Known as a playboy in Britain’s 1970s and ’80s high society, Khan the cricketer had a pristine record for fair play, despite encountering “ingrained racism at almost every level”, said his biographer, Christopher Sandford.

But Sandford added that the tenacious captain “did have a habit of seeing any slight or setback as being part of almost a conspiracy”. In one episode, he recalled, Khan “became obsessed that [an English umpire] was intrinsically anti-Pakistan”.

Khan won the 2018 general election promising to fight corruption and build a “New Pakistan” with a strong welfare system.
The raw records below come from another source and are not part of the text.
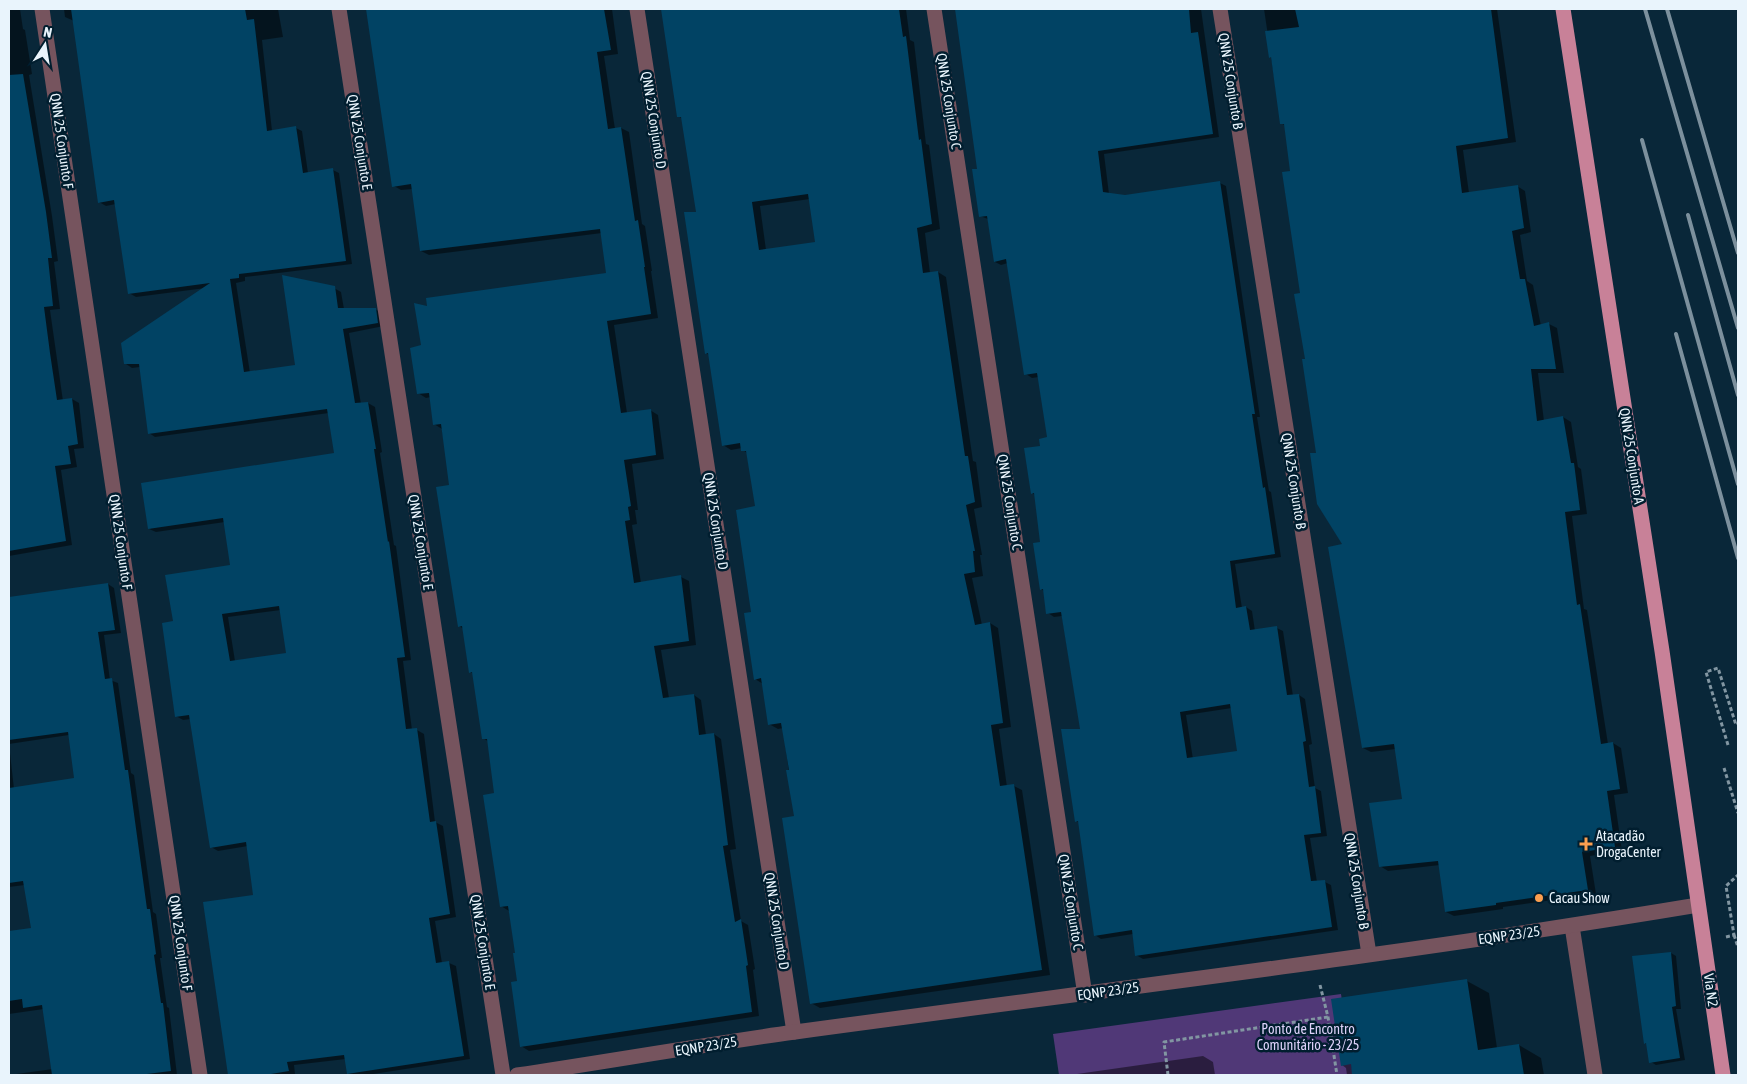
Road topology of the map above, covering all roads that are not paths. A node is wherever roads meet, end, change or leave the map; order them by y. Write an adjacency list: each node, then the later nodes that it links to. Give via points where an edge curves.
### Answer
1 (42, 9): 12 (street, QNN 25 Conjunto F)
2 (339, 9): 13 (street, QNN 25 Conjunto E)
3 (637, 9): 11 (street, QNN 25 Conjunto D)
4 (934, 9): 10 (street, QNN 25 Conjunto C)
5 (1220, 9): 9 (street, QNN 25 Conjunto B)
6 (1563, 9): 7 (main road, QNN 25 Conjunto A)
7 (1698, 905): 8 (street, EQNP 23/25); 16 (main road, Via N2)
8 (1572, 926): 9 (street, EQNP 23/25); 15 (street)
9 (1368, 954): 10 (street, EQNP 23/25)
10 (1085, 995): 11 (street, EQNP 23/25)
11 (794, 1032): 14 (street, EQNP 23/25)
12 (200, 1075)
13 (503, 1075)
14 (517, 1075)
15 (1595, 1075)
16 (1723, 1075)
But his parliamentary majority was slim and analysts said his grip on power had been weakened by the loss of support from Pakistan’s powerful military.
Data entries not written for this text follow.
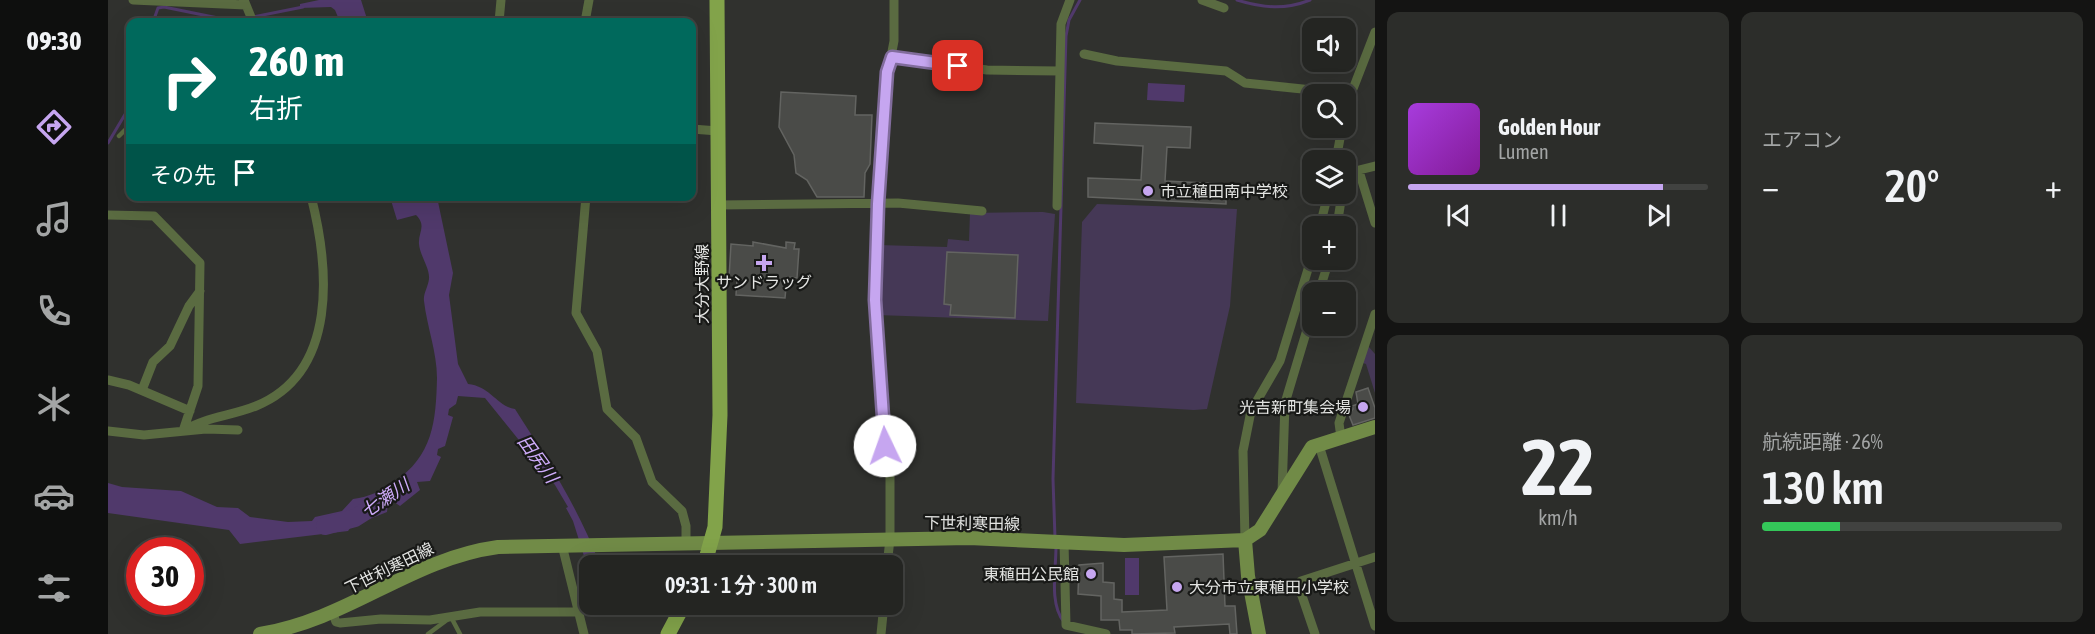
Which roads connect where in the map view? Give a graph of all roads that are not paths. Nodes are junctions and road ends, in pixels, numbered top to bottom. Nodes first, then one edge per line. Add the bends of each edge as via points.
1 (133, 0) edge
2 (501, 0) edge
3 (589, 0) edge
4 (717, 0) edge
5 (894, 0) edge
6 (1070, 0) edge
7 (1202, 0) edge
8 (245, 2) edge
9 (1224, 8) dead end
10 (251, 18) edge
11 (499, 18) edge
12 (586, 18) edge
13 (1375, 32) edge
14 (1084, 54) dead end
15 (892, 57) junction
16 (1059, 71) junction
17 (1355, 84) edge
18 (1302, 89) edge
19 (126, 129) edge
20 (696, 129) edge
21 (718, 131) junction
22 (119, 136) dead end
23 (1375, 166) edge
24 (1356, 171) edge
25 (1359, 171) junction
26 (312, 201) edge
27 (586, 201) edge
28 (878, 204) junction
29 (719, 206) junction
30 (1057, 206) dead end
31 (982, 211) dead end
32 (108, 215) edge
33 (1375, 223) edge
34 (1308, 270) edge
35 (200, 291) junction
36 (1375, 315) edge
37 (1305, 336) edge
38 (108, 380) edge
39 (142, 390) junction
40 (190, 411) junction
41 (1375, 427) edge
42 (183, 430) junction
43 (238, 430) dead end
44 (108, 431) edge
45 (1341, 438) junction
46 (1319, 445) junction
47 (1282, 494) junction
48 (890, 539) junction
49 (1245, 540) junction
50 (1064, 542) junction
51 (686, 543) junction
52 (712, 543) junction
53 (567, 545) junction
54 (708, 555) edge
55 (888, 555) edge
56 (1375, 557) edge
57 (1356, 563) junction
58 (579, 612) joint
59 (333, 614) junction
60 (580, 615) edge
61 (678, 615) edge
62 (883, 615) edge
63 (451, 617) junction
64 (1375, 626) edge
65 (260, 634) edge
66 (428, 634) edge
67 (460, 634) edge
68 (584, 634) edge
69 (668, 634) edge
70 (881, 634) edge
71 (1105, 634) edge
72 (1259, 634) edge
73 (1315, 634) edge

1 - 8 street
2 - 11 street
3 - 12 street
4 - 21 main road, 大分大野線
5 - 15 street
6 - 16 street via 1061,24
7 - 9 street
8 - 10 street
13 - 17 street
14 - 18 street via 1117,61 1226,71 1242,82
15 - 16 street via 987,70
15 - 28 street via 885,88
16 - 30 street
19 - 22 lane
20 - 21 street
21 - 29 main road, 大分大野線
23 - 25 street
24 - 25 street
25 - 33 street
26 - 42 street via 324,290 320,328 305,364 266,401
27 - 51 street via 576,313 597,351 607,409 636,438 652,482 682,511
28 - 29 street
28 - 31 street
28 - 48 street via 875,308 890,470
29 - 52 main road, 大分大野線 via 720,415
32 - 35 street via 157,218 200,263
34 - 49 street via 1280,361 1251,411 1243,451
35 - 39 street via 172,343 153,362
35 - 40 street via 198,380
36 - 45 street via 1339,423
37 - 47 street via 1285,403
38 - 39 street
39 - 40 street
40 - 42 street
41 - 45 main road
42 - 43 street
42 - 44 street via 144,435
45 - 46 main road
46 - 47 main road via 1308,452
46 - 57 street
47 - 49 main road via 1260,530
48 - 50 main road, 下世利寒田線
48 - 52 main road, 下世利寒田線
48 - 55 street
49 - 50 main road, 下世利寒田線 via 1124,545
49 - 72 main road
50 - 71 street via 1066,625
51 - 52 main road, 下世利寒田線
51 - 53 main road, 下世利寒田線
52 - 54 main road, 大分大野線
53 - 58 street
53 - 59 main road, 下世利寒田線 via 498,547 450,556
56 - 57 street
57 - 64 street
57 - 73 street via 1301,581 1299,587
58 - 63 street via 480,612
59 - 63 street via 340,623
59 - 65 main road, 下世利寒田線
60 - 68 street
61 - 69 main road
62 - 70 street
63 - 66 lane
63 - 67 lane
Khan’s ousting would have implications for Pakistan’s fraught relationship with Washington. He has been a vocal critic of what he calls US over-reach in its “war on terror”. Yet Pakistani officials have also griped that President Joe Biden has not arranged a call with the prime minister.

Vladimir Putin has been more welcoming, and Khan was happy to proceed with a visit to Moscow on the day Russia invaded Ukraine. “What a time to come. So much excitement,” he remarked on the airport red carpet.

While Khan lashes out at perceived western foes, his more pressing problems are his fracturing political support, a galvanised opposition and a cost-of-living crisis.

Food prices were 17 per cent higher year on year last month, according to Pakistan’s Bureau of Statistics. About 64 per cent of respondents to a Gallup Pakistan poll considered inflation the country’s biggest problem.

On Thursday, Pakistan’s central bank raised its policy interest rate 2.5 percentage points to 12.25 per cent to try to stem falls in the value of the rupee.

Khan’s PTI party hopes the spectre of foreign interference will rally supporters. Omar Ayub Khan, a senior PTI politician, said the prime minister was enjoying a “groundswell” of approval.

“Our government has upheld the dignity and self-respect of the country, as US interference in Pakistan’s affairs has worked in our favour,” he said. “Our people will eat grass [to survive] if you give them self-respect.”

But many voters were unmoved by talk of foreign plotting. “I am struggling to meet my household expenses,” said Saeed Hussain, a car washer in Islamabad. “My income has gone down. This is my immediate concern, not some conspiracy.”

Still, Khan made clear after the supreme court ruling that he was far from conceding political defeat, saying he would address the nation again on Friday evening.